2. **Smell-budget permutation** (slower, only if needed) — runs the mutation engine with simplifying rules boosted and additive rules disabled, optimizing for a "smell score" (weighted count of temp variables, casts, `do-while(0)`, etc.) while keeping the assembly output at score 0. This handles constructive rewrites that Phase 1 can't (e.g., converting `>> 8` to `/ 256`).

## FAQ

**What do the scores mean?**

Scores are instruction-level difference counts from [objdiff](https://github.com/encounter/objdiff/). Each instruction where the candidate differs from the target (wrong opcode, wrong argument, inserted, deleted) adds 1 to the score. A score of 0 means the function's assembly matches the target exactly.

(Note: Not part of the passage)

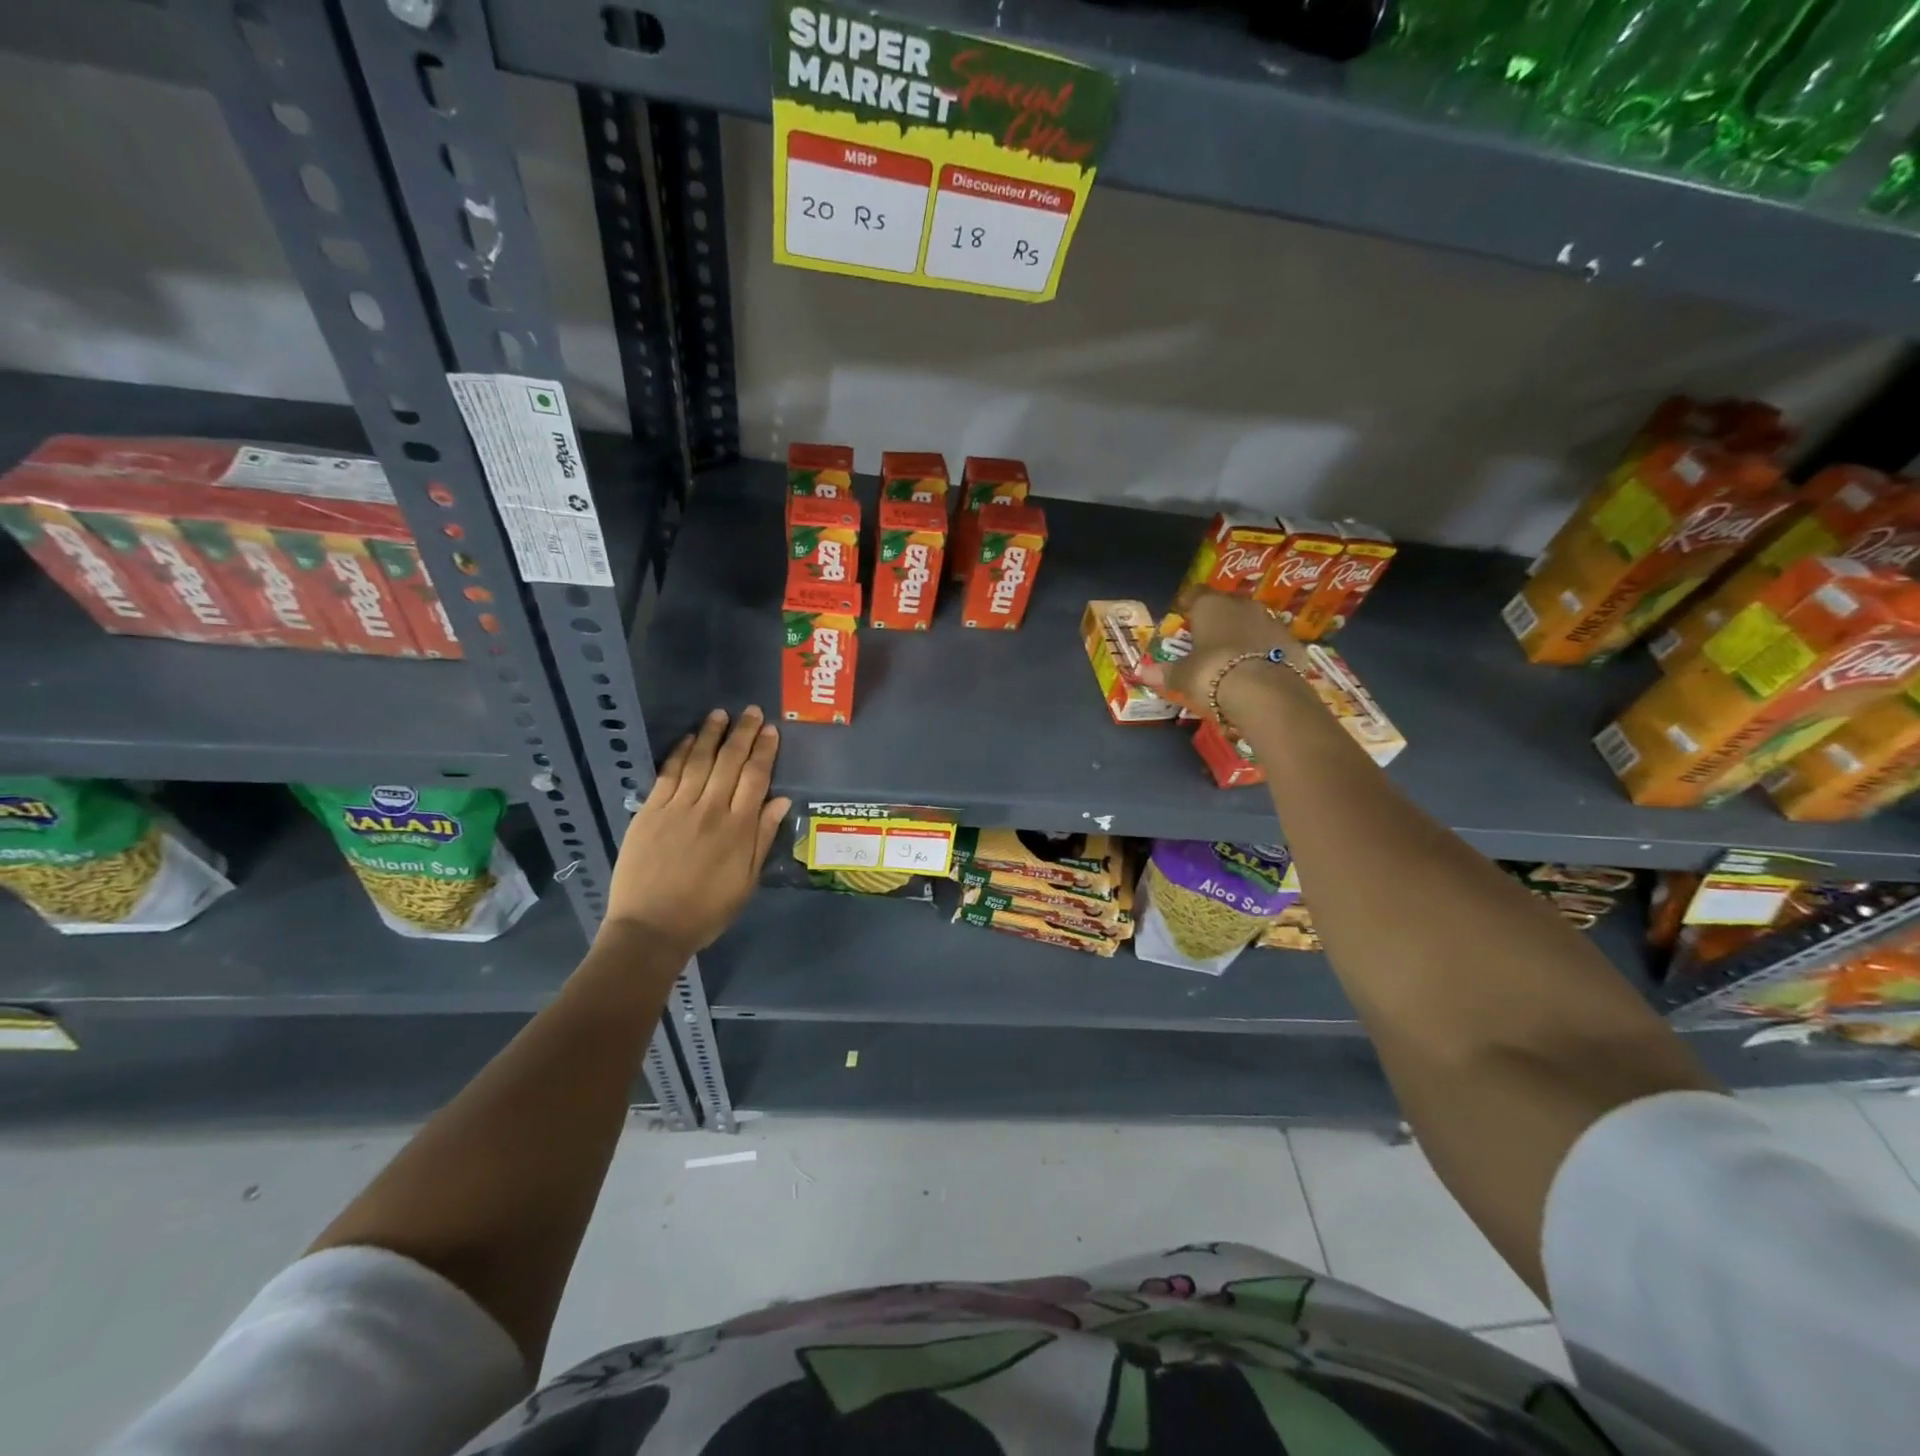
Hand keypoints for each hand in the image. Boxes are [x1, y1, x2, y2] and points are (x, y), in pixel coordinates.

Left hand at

**What kinds of non-matchings is Transmuter good at?**

Transmuter works best toward the end of matching — when the logic is correct but register allocation, instruction ordering, or stack layout differences remain. It's less effective at fixing functional/algorithmic differences. Use it as a complement to manual matching, not a replacement.

**How do I reproduce a specific result?**

Pass `--seed ` with the same seed, concurrency, and source. The RNG is deterministic — same inputs produce the same mutation sequence.

**What is adaptive selection?**

Per-target Thompson Sampling is always active. The engine learns which rules are effective for each branch and adapts selection probabilities over time. Early in a session it explores uniformly; as data accumulates it focuses on productive rules.

**What is auto-compact?**

Auto-compact automatically prunes stale branches and frees their memory during the search. It's enabled by default. The staleness threshold is **adaptive**: it lowers as the target pool grows (compensating for per-target attempt dilution) and rises as the pool shrinks (preventing over-pruning). With defaults, a pool of 500 targets prunes branches after ~45 fruitless attempts, while a pool of 4 targets requires ~500. This self-stabilizing behavior keeps memory bounded in long-running sessions without over-pruning small pools. The best 3 branches are always kept alive. You can tune this via `autoCompact` in `MutationSearchOptions`, or disable it with `autoCompact: false`.

**How to add a new mutation rule/language/guideline/profile?**

Check the documentation in the [documentation folder](./docs/) for step-by-step guides on how to contribute.